Workplace Image craftworks GmbH

Our Journey towards productionizing AI

Description

Ciarán Baselmans von craftworks erzählt in seinem devjobs.at TechTalk über die Reise des Unternehmens und wie sich ihre AI Produkte über die Zeit entwickelt haben.

By playing the video, you agree to data transfer to YouTube and acknowledge the privacy policy.

Video Summary

In "Our Journey towards productionizing AI," Ciarán Baselmans traces Craftworks’ shift from web app development (Java/Spring, Angular, PostgreSQL, Jenkins/Docker) to industrial AI using Python, Spark/Pandas, TensorFlow/PyTorch, and MLflow, with examples like virtual sensors for pellet weight and rail cargo ETA predictions at 98% confidence. He outlines why 90% of models never reach production—infrastructure, access control/least‑privilege, out‑of‑distribution and drift monitoring, deployment simplicity, and integration—and presents Navio, a unified MLOps platform with one‑click deployment, UI‑based management, on‑prem/cloud, and deployments to TT Tech Industrial Nerf devices on the shop floor. Viewers can apply practical patterns to bridge PoCs to production: package models with MLflow, enforce least‑privilege access, monitor drift/outliers, prioritize simple deployments and integrations, and empower domain experts via a UI‑centric workflow.

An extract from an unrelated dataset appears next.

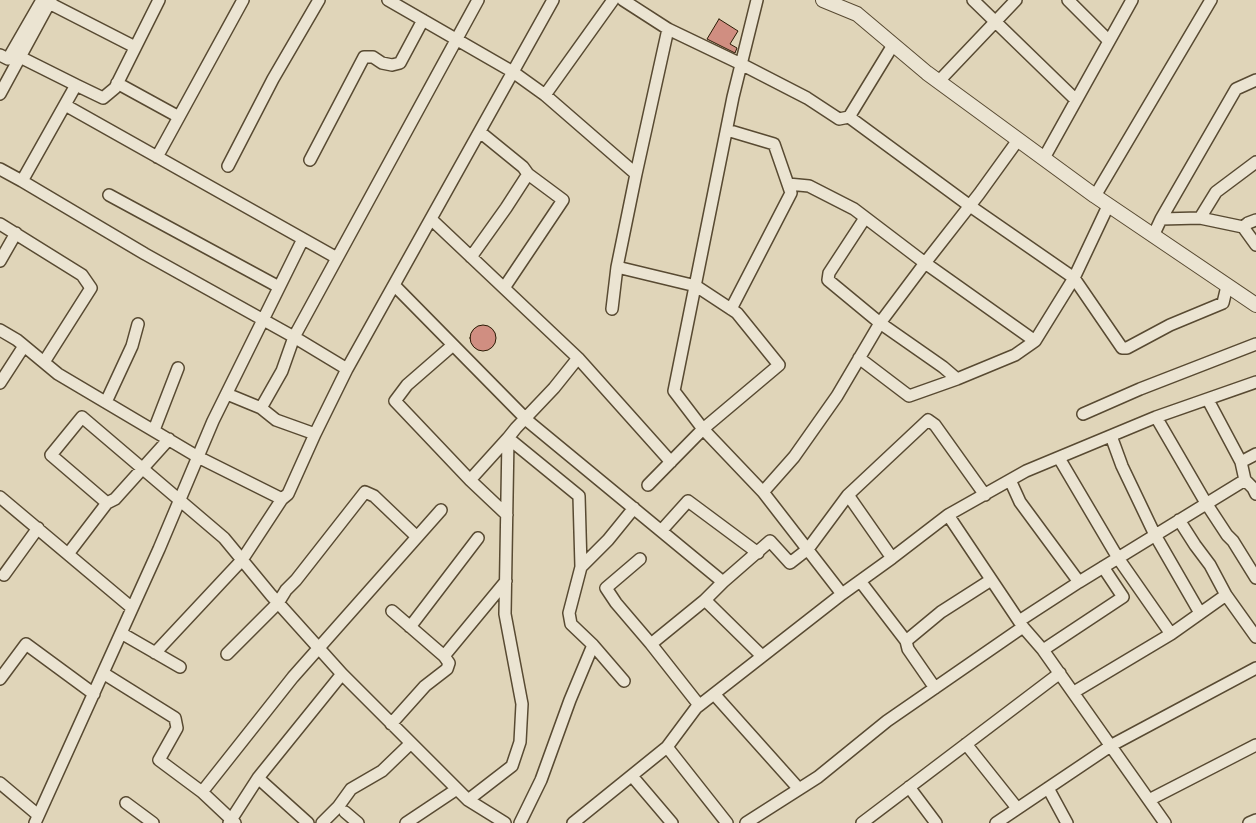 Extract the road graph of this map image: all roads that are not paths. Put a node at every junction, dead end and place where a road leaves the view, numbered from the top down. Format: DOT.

From Web Apps to MLOps: Technical Takeaways from “Our Journey towards productionizing AI” by Ciarán Baselmans (craftworks GmbH)

Why this session matters for engineers

In “Our Journey towards productionizing AI,” Ciarán Baselmans, Product Owner and Software Developer at craftworks GmbH, walks through how a traditional software shop evolved into a team that not only builds machine‑learning solutions but also puts them into reliable production. The talk is intentionally not overly technical, and that is precisely why it’s useful to engineering teams: it surfaces the operational backbone, the architectural choices, and the day‑to‑day practices that decide whether an ML proof of concept (PoC) becomes business value—or gets abandoned.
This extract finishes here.